### Exercise directions:
Search the entries below for the word "image" and copy every line where it appears.

-- Task input follows --

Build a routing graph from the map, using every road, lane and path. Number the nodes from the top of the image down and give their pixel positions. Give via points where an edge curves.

-- Task input concluded --
-- Task input follows --

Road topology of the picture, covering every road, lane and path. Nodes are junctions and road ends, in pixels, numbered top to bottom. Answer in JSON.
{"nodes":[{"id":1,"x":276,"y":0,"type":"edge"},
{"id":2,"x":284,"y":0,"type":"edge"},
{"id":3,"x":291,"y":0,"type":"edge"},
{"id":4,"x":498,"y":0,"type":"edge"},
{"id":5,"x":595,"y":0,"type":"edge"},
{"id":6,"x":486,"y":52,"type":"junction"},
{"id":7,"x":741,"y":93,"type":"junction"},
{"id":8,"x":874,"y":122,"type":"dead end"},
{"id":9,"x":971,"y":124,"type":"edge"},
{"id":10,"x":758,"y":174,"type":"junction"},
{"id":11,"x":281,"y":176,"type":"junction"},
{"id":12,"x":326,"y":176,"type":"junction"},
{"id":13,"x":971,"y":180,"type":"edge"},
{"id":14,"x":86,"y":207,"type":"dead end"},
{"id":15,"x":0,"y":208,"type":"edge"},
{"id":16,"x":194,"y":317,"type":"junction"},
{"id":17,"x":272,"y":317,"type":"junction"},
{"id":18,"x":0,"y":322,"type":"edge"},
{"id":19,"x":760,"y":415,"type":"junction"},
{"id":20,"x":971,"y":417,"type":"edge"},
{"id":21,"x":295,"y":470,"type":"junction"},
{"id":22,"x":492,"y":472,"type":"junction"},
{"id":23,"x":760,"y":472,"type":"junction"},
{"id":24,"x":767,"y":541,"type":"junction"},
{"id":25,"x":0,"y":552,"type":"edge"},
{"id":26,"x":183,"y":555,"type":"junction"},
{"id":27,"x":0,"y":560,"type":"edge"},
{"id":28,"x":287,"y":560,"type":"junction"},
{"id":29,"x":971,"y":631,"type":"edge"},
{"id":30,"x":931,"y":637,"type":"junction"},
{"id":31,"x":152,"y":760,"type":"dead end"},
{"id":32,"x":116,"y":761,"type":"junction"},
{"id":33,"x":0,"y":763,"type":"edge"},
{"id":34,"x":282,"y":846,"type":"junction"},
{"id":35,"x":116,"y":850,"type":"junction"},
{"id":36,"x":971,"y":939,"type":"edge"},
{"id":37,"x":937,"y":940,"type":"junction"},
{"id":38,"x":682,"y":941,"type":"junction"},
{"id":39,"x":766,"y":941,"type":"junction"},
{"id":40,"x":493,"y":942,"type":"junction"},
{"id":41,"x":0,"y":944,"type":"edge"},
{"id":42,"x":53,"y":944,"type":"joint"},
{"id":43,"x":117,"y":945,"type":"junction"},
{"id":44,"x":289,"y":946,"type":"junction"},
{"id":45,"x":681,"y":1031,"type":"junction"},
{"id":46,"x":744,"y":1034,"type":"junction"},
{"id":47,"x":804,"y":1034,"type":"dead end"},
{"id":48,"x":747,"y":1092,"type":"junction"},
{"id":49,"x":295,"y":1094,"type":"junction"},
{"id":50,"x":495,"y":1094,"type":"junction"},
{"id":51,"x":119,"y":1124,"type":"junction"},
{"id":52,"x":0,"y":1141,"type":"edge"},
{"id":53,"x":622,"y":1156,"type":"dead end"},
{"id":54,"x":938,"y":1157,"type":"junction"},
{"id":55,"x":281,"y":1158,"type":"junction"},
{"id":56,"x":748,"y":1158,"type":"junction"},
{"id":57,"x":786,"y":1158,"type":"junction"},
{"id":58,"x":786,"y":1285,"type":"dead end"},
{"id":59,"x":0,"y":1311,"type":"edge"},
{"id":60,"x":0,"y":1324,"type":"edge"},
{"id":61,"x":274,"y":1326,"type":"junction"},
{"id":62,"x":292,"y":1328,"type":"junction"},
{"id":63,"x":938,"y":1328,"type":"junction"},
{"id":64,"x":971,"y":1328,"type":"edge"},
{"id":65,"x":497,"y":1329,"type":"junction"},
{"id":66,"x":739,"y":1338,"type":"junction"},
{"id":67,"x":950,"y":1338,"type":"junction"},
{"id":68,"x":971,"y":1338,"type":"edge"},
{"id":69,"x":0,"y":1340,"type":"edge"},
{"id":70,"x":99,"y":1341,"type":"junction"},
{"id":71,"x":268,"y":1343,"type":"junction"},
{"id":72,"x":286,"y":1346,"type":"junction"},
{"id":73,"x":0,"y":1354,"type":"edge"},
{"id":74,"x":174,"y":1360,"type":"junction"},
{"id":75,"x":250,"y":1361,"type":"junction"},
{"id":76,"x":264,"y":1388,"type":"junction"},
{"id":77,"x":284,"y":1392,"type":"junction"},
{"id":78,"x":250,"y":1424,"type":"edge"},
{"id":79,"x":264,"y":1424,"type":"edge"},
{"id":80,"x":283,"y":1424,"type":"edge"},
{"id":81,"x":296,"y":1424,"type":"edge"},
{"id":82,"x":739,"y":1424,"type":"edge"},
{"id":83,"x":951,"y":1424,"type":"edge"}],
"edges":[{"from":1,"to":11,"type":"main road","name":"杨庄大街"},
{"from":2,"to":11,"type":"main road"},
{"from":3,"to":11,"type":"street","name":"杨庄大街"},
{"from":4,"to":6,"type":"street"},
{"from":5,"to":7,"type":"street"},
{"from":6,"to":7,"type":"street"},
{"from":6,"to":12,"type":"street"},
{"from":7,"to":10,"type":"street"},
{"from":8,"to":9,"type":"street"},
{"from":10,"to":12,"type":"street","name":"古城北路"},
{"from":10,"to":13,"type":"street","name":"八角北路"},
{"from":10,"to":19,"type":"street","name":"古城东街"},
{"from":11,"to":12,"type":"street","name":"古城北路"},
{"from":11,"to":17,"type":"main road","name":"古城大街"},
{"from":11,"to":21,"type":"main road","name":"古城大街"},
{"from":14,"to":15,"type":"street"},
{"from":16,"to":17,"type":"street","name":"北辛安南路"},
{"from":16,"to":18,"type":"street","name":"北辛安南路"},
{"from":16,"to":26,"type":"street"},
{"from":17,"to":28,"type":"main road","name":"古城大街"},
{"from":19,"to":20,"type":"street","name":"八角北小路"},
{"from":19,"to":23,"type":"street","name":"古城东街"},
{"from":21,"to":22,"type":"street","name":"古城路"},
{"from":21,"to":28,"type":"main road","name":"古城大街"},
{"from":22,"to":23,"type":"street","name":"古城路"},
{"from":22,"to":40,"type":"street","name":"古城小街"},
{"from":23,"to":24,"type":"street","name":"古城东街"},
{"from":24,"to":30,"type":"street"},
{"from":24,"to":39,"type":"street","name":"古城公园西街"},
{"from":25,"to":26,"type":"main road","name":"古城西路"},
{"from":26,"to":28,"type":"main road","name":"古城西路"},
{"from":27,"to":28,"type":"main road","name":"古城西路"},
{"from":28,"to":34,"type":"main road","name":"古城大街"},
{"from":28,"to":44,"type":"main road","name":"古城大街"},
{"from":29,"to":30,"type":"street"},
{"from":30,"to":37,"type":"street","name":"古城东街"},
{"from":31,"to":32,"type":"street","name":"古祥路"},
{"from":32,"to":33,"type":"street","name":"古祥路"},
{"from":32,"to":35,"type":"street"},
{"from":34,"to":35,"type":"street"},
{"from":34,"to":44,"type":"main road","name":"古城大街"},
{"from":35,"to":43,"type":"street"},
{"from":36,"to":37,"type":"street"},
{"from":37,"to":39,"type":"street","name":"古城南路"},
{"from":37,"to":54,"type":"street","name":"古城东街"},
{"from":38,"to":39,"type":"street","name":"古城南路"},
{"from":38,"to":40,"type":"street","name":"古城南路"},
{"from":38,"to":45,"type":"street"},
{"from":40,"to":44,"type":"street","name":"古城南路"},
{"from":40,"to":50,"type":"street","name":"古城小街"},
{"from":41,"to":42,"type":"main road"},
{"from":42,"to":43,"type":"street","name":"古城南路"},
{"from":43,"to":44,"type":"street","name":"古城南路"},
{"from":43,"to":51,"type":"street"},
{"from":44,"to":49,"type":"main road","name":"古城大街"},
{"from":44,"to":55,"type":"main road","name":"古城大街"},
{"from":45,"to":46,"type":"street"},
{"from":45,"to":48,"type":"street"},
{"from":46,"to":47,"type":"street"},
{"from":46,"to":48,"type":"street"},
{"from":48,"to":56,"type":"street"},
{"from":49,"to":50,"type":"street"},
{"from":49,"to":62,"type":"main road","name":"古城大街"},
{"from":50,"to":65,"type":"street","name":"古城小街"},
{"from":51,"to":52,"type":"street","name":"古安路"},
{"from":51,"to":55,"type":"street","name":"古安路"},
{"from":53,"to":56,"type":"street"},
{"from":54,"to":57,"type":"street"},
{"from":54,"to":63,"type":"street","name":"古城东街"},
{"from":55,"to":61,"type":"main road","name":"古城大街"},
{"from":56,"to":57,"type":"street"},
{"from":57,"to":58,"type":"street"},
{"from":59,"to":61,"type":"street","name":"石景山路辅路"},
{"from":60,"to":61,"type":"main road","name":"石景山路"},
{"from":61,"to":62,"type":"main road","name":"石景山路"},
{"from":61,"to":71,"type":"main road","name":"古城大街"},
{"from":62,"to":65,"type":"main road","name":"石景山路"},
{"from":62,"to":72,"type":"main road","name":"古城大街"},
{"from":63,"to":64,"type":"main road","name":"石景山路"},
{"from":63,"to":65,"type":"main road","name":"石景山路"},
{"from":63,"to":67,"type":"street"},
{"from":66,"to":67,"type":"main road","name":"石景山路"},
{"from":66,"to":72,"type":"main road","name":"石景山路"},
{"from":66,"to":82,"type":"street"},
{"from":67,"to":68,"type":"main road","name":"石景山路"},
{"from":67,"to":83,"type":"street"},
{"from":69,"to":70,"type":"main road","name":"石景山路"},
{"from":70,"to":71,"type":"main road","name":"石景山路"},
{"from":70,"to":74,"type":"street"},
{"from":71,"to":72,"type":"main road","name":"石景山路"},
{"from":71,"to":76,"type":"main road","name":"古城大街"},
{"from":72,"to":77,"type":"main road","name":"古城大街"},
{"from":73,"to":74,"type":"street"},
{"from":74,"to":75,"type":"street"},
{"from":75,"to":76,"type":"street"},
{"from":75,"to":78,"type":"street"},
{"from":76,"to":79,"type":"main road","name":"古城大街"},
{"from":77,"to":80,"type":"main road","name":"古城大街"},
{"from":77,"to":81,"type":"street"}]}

-- Task input concluded --
-- Task input follows --

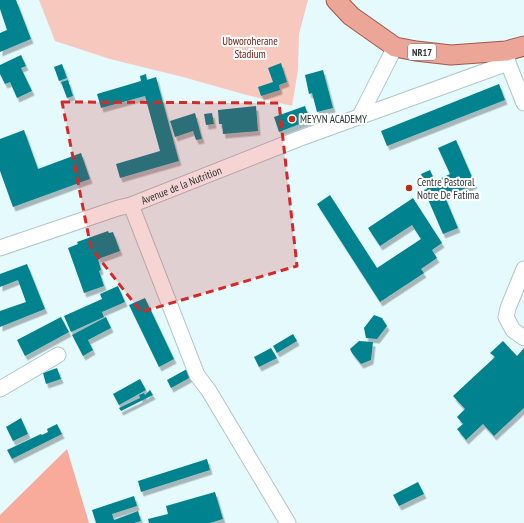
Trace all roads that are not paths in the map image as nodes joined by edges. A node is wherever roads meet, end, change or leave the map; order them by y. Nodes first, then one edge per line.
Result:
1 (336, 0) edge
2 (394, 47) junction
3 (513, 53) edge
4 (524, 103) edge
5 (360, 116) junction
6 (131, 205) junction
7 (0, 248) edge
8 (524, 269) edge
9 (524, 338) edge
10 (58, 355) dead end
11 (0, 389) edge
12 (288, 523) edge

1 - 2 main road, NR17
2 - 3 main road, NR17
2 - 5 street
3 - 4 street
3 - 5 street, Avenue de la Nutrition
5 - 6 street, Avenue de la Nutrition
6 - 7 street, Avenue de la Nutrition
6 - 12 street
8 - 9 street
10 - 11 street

-- Task input concluded --

### Exercise solution:
Build a routing graph from the map, using every road, lane and path. Number the nodes from the top of the image down and give their pixel positions. Give via points where an edge curves.
Trace all roads that are not paths in the map image as nodes joined by edges. A node is wherever roads meet, end, change or leave the map; order them by y. Nodes first, then one edge per line.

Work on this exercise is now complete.